Regardless of who winds up with the speakership, be it McCarthy or another Republican, discord among the GOP has made headlines across the country, and that undercuts their aims in Washington. 

On the financial policy front, Rep. Patrick McHenry, R-N.C., the chairman-in-waiting for the House Financial Services Committee, had planned to call up Consumer Financial Protection Bureau Director Rohit Chopra and Securities and Exchange Commission Chairman Gary Gensler to oversight hearings, and to put more scrutiny on ESG and consumer protection policies. 

"It probably also slightly weakens or dilutes the Republicans' message when they're criticizing Biden-appointed regulators," Katz said. "But that might be short-lived, and once this thing gets settled, they'll do their best to resharpen their teeth against the regulators." 

In an unlikely scenario, McHenry has been floated as a potential consensus candidate to appease the GOP holdouts. McHenry, however, has supported McCarthy throughout the speakership fiasco, and has suggested that he wants to stick with the financial committee. 
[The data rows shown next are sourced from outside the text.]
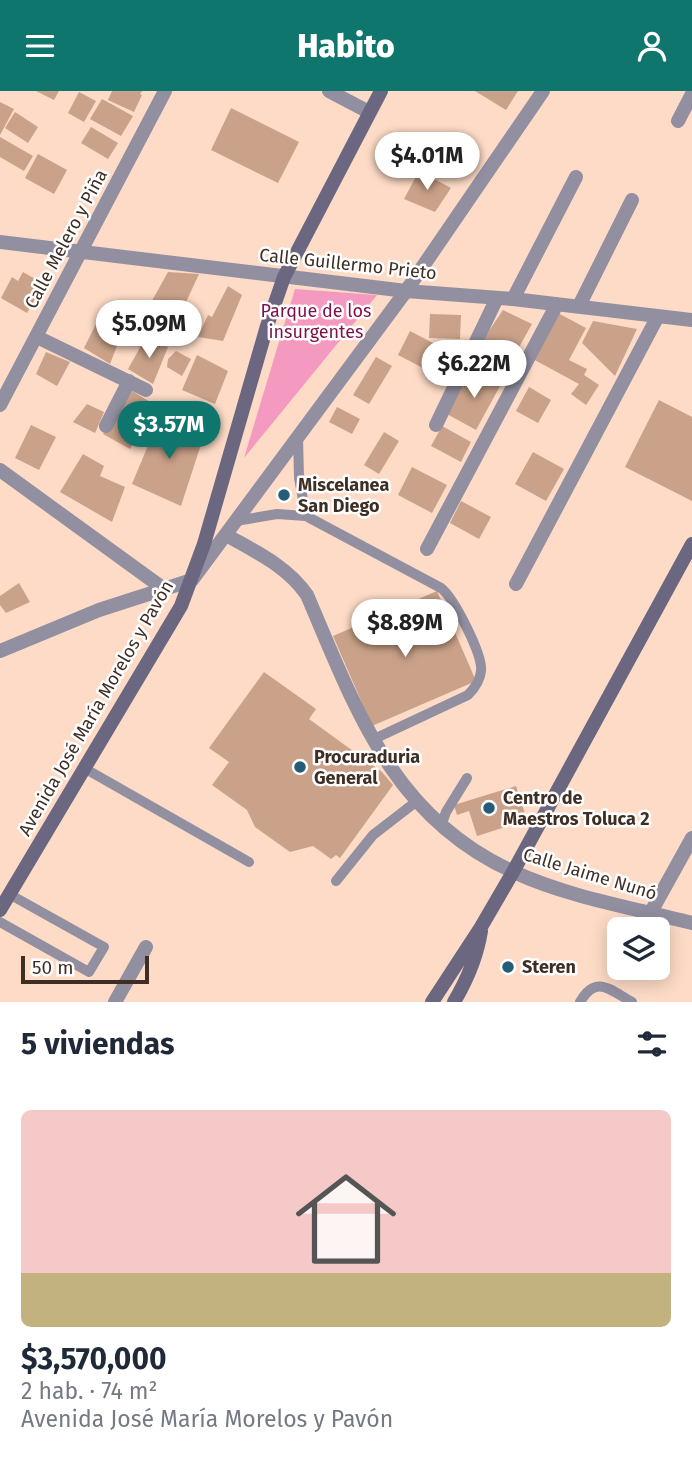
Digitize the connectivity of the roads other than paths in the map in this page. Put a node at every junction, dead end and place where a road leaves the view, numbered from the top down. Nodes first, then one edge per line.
1 (166, 91) edge
2 (329, 91) edge
3 (381, 91) edge
4 (543, 91) edge
5 (692, 93) edge
6 (369, 112) junction
7 (678, 121) dead end
8 (576, 177) dead end
9 (632, 200) dead end
10 (0, 243) edge
11 (80, 252) junction
12 (284, 277) junction
13 (406, 291) junction
14 (497, 298) junction
15 (513, 299) junction
16 (557, 304) junction
17 (579, 306) junction
18 (658, 316) junction
19 (692, 320) edge
20 (37, 337) junction
21 (129, 381) junction
22 (146, 390) dead end
23 (0, 405) edge
24 (106, 425) dead end
25 (436, 425) dead end
26 (299, 437) junction
27 (0, 470) edge
28 (306, 516) junction
29 (236, 521) junction
30 (226, 535) junction
31 (692, 544) edge
32 (427, 549) dead end
33 (192, 580) junction
34 (516, 584) dead end
35 (164, 589) junction
36 (0, 651) edge
37 (372, 740) junction
38 (84, 768) junction
39 (467, 778) dead end
40 (417, 801) junction
41 (441, 826) junction
42 (692, 838) edge
43 (249, 862) dead end
44 (513, 871) junction
45 (336, 881) dead end
46 (9, 894) junction
47 (0, 911) edge
48 (651, 912) junction
49 (0, 922) edge
50 (692, 923) edge
51 (481, 927) junction
52 (146, 947) dead end
53 (115, 1002) edge
54 (432, 1002) edge
55 (454, 1002) edge
56 (580, 1002) edge
57 (632, 1002) edge

1 - 11 street, Calle Melero y Piña
2 - 6 street
3 - 6 main road, Avenida José María Morelos y Pavón
4 - 13 street
5 - 7 street
6 - 12 main road, Avenida José María Morelos y Pavón
8 - 15 street
9 - 17 street
10 - 11 street, Calle Guillermo Prieto
11 - 12 street, Calle Guillermo Prieto
11 - 20 street, Calle Melero y Piña
12 - 13 street, Calle Guillermo Prieto
12 - 33 main road, Avenida José María Morelos y Pavón
13 - 14 street, Calle Guillermo Prieto
13 - 26 street
14 - 15 street, Calle Guillermo Prieto
14 - 25 street
15 - 16 street, Calle Guillermo Prieto
16 - 17 street, Calle Guillermo Prieto
16 - 32 street
17 - 18 street, Calle Guillermo Prieto
18 - 19 street, Calle Guillermo Prieto
18 - 34 street
20 - 21 street
20 - 23 street, Calle Melero y Piña
21 - 22 street
21 - 24 street
26 - 28 lane
26 - 29 street
27 - 35 street
28 - 29 lane
28 - 37 lane
29 - 30 street
30 - 33 street
30 - 37 street, Calle Jaime Nunó
31 - 44 main road
33 - 35 street
33 - 38 main road, Avenida José María Morelos y Pavón
35 - 36 street
37 - 40 street, Calle Jaime Nunó
38 - 43 lane
38 - 46 main road, Avenida José María Morelos y Pavón
39 - 41 lane
40 - 41 street, Calle Jaime Nunó
40 - 45 lane
41 - 44 street, Calle Jaime Nunó
42 - 48 street
44 - 48 street, Calle Jaime Nunó
44 - 51 main road
46 - 47 main road, Avenida José María Morelos y Pavón
46 - 49 lane
48 - 50 street, Calle Jaime Nunó
51 - 54 main road
51 - 55 main road
52 - 53 street
56 - 57 lane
One of the biggest items on the House Financial Services Committee's agenda this year was passing some kind of bill outlining a framework for regulating digital assets, particularly stablecoins. McHenry and Rep. Maxine Waters, D-Calif., worked on a bill last Congress that analysts previously expected to work its way into some kind of final law this year. 

It's still unclear the fate of that legislation given the new drama in the House. If more lawmakers can hold up legislation, depending on the final deal that Republicans make to choose a speaker, then any legislation will be more difficult, and it's reasonable to assume that will apply to crypto, Boltansky said. 

Still, some crypto boosters, including Mick Mulvaney, the former Republican congressman, White House chief of staff and acting CFPB director under former President Trump who joined crypto firm Astra last year, say the outlook is mostly the same, if a little pushed back. 

"It doesn't impact it one way or the other," Mulvaney said. "It delays it certainly, but it won't affect it on the merits."